Thursday, 8 September 2016

Group urges US, EU to repatriate Nigeria’s loot



A group, the Africa Network for Environment and Economic Justice, has said it will be good if the United States of America and the European Union could emulate the United Kingdom by undertaking to repatriate looted funds stashed in their territories to Nigeria.

ANEEJ expressed this view in a statement by its Executive Director, Rev. David Ugolor.

The UK had recently signed a Memorandum of Understanding with Nigeria on how to repatriate funds looted from Nigeria.

Ugolor described the step as laudable.

 As a complement to the step, however, ANEEJ urged the Federal Government to expedite action on its pledge to join the Open Government Partnership.

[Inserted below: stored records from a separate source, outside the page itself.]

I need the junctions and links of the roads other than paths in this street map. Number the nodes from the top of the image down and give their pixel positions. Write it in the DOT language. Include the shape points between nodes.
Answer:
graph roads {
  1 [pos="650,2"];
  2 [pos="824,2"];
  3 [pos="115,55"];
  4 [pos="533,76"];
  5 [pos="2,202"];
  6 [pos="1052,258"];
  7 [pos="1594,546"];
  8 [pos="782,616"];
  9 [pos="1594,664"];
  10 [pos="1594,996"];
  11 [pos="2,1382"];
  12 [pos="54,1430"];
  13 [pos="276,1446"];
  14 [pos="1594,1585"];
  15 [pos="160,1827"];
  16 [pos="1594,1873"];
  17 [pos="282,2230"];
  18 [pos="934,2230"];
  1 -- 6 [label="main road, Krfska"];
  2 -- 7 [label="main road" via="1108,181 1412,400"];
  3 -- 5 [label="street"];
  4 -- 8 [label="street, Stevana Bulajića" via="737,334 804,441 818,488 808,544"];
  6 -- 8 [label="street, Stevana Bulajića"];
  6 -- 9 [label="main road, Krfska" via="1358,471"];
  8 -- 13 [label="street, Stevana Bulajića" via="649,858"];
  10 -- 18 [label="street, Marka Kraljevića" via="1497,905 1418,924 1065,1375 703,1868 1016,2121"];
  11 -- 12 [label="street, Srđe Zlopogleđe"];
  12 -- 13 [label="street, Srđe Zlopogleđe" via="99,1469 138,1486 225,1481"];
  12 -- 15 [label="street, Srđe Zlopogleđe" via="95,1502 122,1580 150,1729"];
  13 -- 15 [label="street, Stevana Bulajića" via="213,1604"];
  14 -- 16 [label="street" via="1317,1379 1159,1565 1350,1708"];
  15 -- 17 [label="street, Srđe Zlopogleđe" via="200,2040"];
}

 The group said the OGP, which would disclose how the Federal Government would spend the repatriated funds, would give the assurance that the funds would not be re-looted.

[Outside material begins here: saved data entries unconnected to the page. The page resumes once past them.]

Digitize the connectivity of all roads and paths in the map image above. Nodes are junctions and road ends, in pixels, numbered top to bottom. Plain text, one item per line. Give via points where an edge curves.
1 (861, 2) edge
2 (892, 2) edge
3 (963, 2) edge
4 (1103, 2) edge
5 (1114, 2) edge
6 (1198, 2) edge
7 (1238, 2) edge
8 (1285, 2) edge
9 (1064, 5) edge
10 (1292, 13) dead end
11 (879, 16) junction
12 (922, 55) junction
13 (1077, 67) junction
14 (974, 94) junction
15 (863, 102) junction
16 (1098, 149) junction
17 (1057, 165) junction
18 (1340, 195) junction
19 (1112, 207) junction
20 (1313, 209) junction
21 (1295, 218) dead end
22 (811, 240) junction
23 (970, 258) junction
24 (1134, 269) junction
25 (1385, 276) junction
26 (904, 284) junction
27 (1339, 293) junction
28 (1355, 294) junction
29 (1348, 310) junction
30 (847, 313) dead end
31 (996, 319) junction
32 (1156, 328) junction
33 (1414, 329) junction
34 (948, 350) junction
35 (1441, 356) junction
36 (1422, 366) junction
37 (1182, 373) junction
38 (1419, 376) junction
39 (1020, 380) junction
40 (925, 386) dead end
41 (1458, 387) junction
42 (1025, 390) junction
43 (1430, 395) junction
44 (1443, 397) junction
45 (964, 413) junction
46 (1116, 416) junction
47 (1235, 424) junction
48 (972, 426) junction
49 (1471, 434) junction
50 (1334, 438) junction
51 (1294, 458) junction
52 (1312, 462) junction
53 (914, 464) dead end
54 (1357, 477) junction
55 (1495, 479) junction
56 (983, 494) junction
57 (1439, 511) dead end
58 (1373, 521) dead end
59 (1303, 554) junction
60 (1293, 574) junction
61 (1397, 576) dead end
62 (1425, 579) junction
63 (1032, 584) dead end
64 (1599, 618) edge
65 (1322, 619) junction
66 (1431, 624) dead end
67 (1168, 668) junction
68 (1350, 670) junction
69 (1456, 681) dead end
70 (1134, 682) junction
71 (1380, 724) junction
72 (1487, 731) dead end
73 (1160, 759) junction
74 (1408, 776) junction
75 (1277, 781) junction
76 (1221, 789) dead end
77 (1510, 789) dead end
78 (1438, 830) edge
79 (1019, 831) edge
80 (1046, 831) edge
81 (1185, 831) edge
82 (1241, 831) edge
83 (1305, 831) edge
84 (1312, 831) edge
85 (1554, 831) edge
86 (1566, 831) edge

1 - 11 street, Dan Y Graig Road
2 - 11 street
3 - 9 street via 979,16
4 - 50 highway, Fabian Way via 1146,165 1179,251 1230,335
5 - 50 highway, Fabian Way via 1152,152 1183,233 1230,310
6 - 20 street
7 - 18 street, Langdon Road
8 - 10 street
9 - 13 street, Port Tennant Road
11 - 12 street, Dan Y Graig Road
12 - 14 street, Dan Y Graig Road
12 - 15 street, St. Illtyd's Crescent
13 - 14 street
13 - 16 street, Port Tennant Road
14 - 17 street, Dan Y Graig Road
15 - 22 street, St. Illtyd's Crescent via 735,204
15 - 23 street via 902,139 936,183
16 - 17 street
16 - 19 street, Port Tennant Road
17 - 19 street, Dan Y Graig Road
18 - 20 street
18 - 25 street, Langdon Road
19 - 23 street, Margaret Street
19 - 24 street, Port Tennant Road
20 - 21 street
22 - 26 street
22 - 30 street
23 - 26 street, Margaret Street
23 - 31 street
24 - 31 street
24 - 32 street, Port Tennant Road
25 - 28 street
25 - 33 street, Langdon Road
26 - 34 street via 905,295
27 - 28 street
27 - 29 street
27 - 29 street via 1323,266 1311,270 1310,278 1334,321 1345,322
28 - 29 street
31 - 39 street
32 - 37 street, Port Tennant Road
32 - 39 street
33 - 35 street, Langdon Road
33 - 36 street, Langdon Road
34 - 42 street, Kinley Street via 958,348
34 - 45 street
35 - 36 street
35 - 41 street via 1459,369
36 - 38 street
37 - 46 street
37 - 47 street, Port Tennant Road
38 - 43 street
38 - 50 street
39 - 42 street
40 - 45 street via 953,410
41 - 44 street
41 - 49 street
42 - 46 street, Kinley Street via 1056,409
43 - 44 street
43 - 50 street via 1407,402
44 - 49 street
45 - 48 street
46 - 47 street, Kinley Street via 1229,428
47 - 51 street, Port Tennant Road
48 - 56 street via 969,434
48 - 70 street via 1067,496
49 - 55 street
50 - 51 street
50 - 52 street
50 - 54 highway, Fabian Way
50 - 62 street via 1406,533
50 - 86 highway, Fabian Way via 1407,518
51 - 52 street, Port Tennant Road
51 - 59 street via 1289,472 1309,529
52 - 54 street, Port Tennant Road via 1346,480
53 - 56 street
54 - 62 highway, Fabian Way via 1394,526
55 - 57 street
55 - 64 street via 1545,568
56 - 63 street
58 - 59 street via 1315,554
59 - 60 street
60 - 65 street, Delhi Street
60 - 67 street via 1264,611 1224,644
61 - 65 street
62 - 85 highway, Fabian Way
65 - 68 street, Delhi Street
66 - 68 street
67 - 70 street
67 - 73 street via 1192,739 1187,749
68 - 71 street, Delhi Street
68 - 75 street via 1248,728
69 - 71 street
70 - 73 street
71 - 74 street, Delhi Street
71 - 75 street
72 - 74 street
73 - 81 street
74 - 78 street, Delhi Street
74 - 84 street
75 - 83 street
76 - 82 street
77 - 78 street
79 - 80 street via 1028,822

Ugolor said, “Apart from this MoU and the commitment between the Nigerian and the UK governments, we urge the Federal Government to expedite action on her own commitment to join the Open Government Partnership, a commitment made at the London anti-corruption summit.

“With that commitment, Nigeria has to sign and provide a document outlining how it intends to be open and transparent in government business. If this is done, it immediately sends a strong message to everyone that the returned loot would not be re-looted.”

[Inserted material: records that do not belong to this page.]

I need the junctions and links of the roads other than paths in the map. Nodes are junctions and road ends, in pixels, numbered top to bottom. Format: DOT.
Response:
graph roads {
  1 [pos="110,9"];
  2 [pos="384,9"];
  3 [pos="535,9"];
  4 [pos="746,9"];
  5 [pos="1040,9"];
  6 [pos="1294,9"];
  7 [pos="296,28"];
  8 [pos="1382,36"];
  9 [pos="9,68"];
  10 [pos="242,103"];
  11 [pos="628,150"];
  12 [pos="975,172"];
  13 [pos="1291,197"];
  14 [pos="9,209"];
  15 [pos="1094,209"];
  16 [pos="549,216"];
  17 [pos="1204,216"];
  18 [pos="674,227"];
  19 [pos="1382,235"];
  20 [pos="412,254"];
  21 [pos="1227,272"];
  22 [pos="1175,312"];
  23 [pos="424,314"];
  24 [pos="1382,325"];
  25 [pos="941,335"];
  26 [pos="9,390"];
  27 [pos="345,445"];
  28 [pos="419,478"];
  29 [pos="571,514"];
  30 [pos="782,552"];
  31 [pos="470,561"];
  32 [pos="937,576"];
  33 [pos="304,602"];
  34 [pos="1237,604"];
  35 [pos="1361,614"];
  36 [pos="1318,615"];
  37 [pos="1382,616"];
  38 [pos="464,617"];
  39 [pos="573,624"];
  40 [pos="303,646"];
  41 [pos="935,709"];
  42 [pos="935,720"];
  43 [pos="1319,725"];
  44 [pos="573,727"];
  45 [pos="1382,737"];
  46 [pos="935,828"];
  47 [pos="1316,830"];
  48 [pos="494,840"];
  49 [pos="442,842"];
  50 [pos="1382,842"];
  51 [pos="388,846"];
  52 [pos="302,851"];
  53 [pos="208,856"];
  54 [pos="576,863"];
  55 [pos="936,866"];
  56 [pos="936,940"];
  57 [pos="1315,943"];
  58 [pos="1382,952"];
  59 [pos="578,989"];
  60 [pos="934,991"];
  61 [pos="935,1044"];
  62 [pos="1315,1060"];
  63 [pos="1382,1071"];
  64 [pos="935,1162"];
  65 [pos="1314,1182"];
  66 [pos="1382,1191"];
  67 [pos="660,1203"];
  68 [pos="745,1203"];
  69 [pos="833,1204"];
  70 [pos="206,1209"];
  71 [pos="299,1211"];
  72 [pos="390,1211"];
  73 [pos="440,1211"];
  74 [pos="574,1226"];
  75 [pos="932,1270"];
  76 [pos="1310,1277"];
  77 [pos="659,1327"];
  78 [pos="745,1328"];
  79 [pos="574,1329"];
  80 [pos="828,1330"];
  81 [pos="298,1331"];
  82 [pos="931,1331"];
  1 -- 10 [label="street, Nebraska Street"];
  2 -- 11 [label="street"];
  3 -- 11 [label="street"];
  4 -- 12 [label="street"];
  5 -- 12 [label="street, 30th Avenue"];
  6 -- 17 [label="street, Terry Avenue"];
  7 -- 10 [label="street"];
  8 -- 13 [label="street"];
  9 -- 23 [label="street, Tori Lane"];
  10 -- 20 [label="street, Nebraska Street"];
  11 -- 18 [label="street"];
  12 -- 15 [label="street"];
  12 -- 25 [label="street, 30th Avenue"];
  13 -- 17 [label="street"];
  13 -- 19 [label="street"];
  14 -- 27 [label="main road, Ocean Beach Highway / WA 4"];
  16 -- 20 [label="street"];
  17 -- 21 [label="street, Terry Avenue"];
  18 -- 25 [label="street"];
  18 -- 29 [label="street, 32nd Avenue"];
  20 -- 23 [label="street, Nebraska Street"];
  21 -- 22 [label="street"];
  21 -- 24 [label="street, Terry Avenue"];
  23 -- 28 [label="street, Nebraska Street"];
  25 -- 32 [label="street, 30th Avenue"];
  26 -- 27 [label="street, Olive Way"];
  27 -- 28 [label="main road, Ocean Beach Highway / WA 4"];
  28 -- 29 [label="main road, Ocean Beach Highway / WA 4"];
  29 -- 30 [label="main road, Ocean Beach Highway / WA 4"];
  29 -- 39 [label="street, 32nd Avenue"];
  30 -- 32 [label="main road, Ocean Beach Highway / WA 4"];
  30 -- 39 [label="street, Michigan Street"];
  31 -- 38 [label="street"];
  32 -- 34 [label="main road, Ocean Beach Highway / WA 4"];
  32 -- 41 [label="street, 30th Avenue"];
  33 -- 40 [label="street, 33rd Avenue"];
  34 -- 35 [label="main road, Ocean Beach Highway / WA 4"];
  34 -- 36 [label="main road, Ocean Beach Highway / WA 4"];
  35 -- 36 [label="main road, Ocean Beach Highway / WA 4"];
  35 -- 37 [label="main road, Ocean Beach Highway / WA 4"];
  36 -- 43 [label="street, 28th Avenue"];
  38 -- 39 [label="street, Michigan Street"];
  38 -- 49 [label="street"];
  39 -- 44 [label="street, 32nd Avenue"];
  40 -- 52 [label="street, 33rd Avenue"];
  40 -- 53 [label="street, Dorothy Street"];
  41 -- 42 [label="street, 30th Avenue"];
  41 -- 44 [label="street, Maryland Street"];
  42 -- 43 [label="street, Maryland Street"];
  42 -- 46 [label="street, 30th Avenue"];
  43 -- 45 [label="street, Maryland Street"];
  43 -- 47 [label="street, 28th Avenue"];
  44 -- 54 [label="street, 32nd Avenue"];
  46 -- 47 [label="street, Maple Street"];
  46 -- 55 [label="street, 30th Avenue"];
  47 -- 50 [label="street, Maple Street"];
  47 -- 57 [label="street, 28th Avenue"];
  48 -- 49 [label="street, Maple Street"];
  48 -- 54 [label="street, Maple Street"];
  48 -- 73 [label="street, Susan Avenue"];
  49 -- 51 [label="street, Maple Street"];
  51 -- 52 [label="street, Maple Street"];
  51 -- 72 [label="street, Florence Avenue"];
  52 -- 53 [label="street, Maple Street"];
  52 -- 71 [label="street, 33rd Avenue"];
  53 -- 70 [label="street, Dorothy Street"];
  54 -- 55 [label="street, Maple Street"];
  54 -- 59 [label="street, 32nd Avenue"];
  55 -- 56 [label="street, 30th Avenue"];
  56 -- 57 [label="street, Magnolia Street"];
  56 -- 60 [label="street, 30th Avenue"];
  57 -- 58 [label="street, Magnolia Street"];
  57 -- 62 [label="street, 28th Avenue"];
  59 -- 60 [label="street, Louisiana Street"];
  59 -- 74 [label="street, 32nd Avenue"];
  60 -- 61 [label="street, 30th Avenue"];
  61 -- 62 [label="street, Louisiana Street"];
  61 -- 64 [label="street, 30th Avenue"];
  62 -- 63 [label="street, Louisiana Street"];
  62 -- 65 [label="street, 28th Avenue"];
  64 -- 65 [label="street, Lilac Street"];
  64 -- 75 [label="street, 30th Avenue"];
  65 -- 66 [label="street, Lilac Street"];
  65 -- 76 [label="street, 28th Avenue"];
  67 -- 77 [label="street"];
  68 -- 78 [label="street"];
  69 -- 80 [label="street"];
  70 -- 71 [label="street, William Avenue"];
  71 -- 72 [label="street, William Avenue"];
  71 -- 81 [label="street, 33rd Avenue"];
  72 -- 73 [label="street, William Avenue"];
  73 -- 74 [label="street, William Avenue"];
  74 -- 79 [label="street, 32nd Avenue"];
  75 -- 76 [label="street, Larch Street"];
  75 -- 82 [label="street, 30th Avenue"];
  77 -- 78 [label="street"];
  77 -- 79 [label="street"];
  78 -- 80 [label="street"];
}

ANEEJ urged the US government as well as all the European countries to take a cue from the UK by removing any impediments in the way of repatriating looted funds to Nigeria.

It said, “The UK has already established the benchmark that it would post the MoU it had with the Nigerian government on its website; the Swiss government as well is working with the civil society and the Nigerian government to repatriate stolen Nigerian monies; all that the Justice Department of the United States should do now is partner the Swiss and UK governments and the Nigerian government as well, to tackle the legal and bureaucratic blockages involved in the repatriation of stolen monies from developing countries abroad.”